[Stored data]
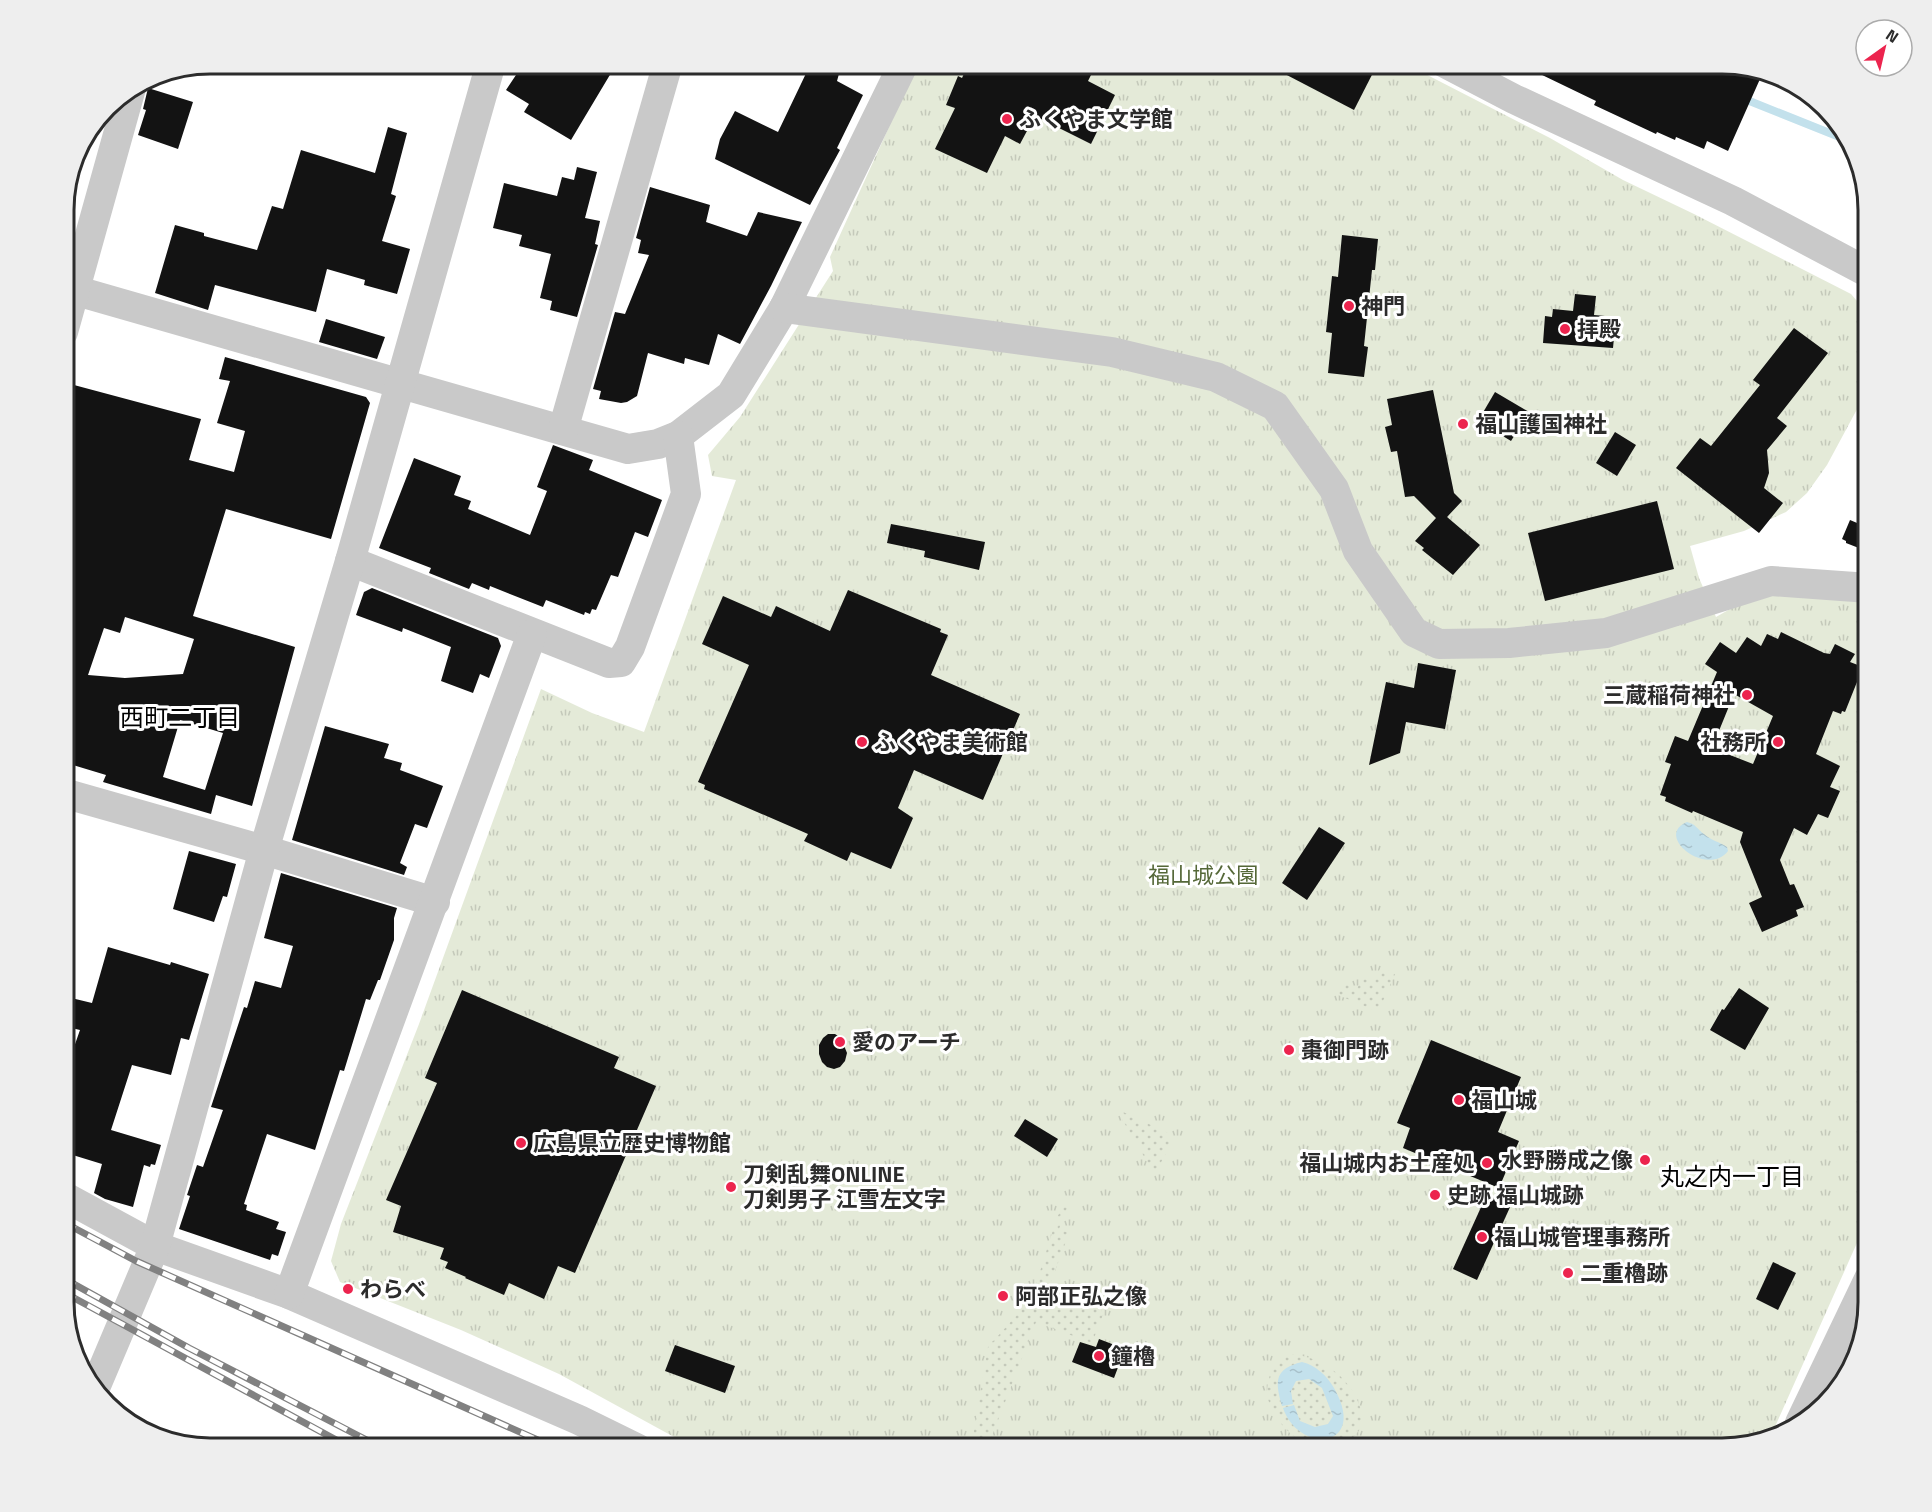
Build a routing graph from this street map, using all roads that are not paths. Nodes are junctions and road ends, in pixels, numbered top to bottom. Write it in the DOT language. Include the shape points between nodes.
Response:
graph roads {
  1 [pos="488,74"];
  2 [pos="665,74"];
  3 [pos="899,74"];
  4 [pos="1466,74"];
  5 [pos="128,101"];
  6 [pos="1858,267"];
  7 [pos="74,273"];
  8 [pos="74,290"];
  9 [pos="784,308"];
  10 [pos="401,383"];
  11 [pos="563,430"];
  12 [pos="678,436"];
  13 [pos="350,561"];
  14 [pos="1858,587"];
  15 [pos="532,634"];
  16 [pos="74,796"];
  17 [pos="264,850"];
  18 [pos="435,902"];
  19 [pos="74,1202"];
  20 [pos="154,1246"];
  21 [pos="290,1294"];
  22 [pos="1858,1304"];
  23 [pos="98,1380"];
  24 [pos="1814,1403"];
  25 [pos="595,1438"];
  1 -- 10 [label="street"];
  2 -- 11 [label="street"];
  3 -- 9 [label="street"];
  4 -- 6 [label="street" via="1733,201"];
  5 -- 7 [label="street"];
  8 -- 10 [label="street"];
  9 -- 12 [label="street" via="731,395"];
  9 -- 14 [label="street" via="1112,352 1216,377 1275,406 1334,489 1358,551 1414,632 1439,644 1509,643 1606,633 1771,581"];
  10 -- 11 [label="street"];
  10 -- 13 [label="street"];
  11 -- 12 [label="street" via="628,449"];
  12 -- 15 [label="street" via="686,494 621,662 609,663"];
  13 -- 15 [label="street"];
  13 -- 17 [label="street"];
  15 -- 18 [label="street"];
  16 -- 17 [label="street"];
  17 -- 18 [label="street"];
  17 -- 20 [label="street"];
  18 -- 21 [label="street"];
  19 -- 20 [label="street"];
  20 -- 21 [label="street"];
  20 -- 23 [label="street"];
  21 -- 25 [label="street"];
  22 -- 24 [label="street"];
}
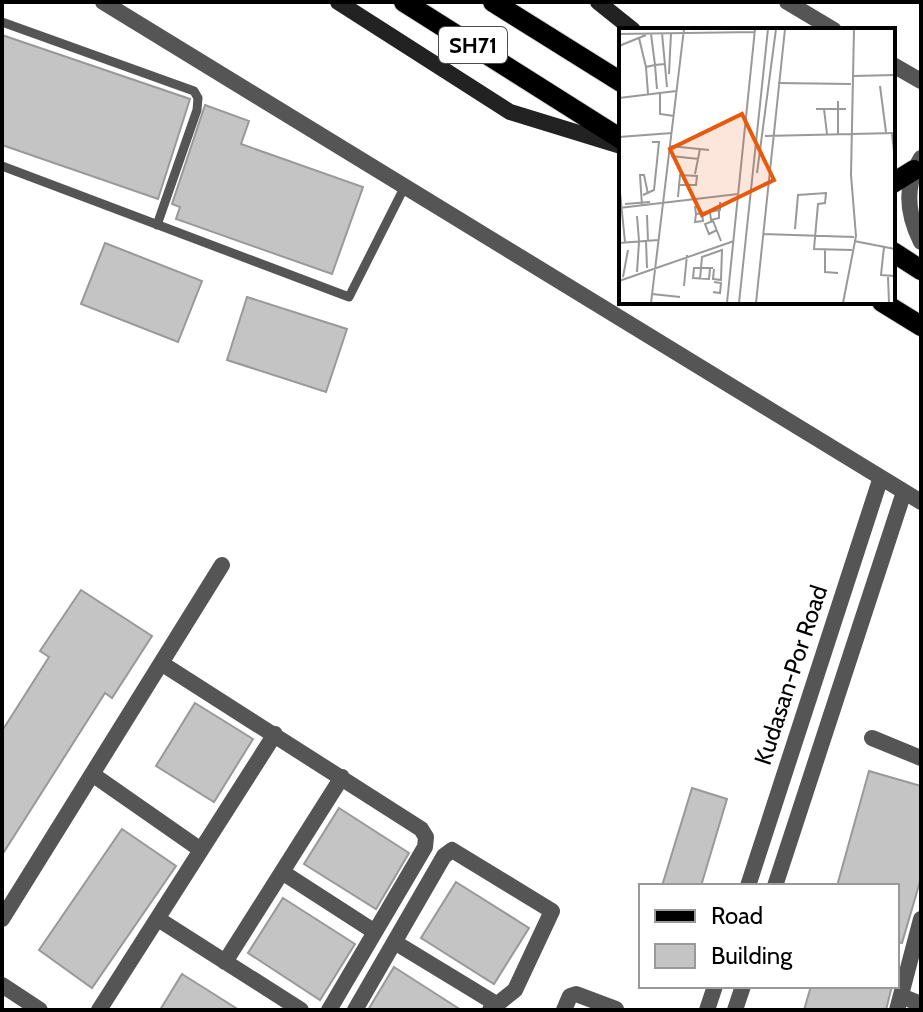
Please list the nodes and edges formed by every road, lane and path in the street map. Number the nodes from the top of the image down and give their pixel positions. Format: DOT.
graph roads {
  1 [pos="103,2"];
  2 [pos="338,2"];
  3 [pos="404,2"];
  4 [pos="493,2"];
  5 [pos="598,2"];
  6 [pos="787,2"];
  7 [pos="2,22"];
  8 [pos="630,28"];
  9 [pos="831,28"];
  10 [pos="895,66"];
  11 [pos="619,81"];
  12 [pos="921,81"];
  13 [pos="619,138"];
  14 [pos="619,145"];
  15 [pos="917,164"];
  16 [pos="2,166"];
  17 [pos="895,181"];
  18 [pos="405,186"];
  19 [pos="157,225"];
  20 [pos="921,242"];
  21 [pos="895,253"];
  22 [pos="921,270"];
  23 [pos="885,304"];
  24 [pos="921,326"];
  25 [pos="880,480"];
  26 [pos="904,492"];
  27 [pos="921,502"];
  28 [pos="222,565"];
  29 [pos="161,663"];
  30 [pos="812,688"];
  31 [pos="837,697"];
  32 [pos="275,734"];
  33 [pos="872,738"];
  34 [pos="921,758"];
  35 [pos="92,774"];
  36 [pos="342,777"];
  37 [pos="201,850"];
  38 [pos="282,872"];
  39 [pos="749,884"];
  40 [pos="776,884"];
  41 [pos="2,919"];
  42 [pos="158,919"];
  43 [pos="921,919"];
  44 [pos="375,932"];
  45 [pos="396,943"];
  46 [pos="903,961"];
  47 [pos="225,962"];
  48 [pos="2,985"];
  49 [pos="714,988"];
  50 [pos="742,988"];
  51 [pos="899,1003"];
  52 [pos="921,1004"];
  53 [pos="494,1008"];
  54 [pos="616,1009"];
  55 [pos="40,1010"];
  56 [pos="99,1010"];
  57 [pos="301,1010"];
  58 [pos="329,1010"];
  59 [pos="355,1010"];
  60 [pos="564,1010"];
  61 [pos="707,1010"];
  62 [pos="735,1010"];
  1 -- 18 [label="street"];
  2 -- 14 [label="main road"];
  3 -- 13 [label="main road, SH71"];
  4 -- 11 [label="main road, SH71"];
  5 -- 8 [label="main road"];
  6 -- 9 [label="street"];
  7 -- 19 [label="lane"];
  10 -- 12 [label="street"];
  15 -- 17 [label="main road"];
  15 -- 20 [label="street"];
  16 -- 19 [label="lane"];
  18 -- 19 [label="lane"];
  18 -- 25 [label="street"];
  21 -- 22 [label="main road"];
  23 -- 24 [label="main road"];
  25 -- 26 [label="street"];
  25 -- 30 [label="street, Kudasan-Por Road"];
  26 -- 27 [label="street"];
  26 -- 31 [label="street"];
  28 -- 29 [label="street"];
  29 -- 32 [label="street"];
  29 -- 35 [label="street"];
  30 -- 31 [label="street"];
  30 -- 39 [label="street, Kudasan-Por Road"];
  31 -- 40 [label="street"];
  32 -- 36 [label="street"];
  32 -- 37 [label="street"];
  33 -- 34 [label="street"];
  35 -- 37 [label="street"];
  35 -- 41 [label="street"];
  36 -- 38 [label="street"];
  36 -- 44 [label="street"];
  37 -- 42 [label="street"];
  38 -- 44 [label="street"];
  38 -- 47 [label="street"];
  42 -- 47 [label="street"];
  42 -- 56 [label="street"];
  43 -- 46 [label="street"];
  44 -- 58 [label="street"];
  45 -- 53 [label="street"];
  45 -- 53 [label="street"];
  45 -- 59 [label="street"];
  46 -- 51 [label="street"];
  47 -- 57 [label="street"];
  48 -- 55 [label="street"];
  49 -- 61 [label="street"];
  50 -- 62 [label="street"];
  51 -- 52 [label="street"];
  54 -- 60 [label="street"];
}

* Your objective: Go line by line through the records and copy those that contain the word "main".

* Your response:
  2 -- 14 [label="main road"];
  3 -- 13 [label="main road, SH71"];
  4 -- 11 [label="main road, SH71"];
  5 -- 8 [label="main road"];
  15 -- 17 [label="main road"];
  21 -- 22 [label="main road"];
  23 -- 24 [label="main road"];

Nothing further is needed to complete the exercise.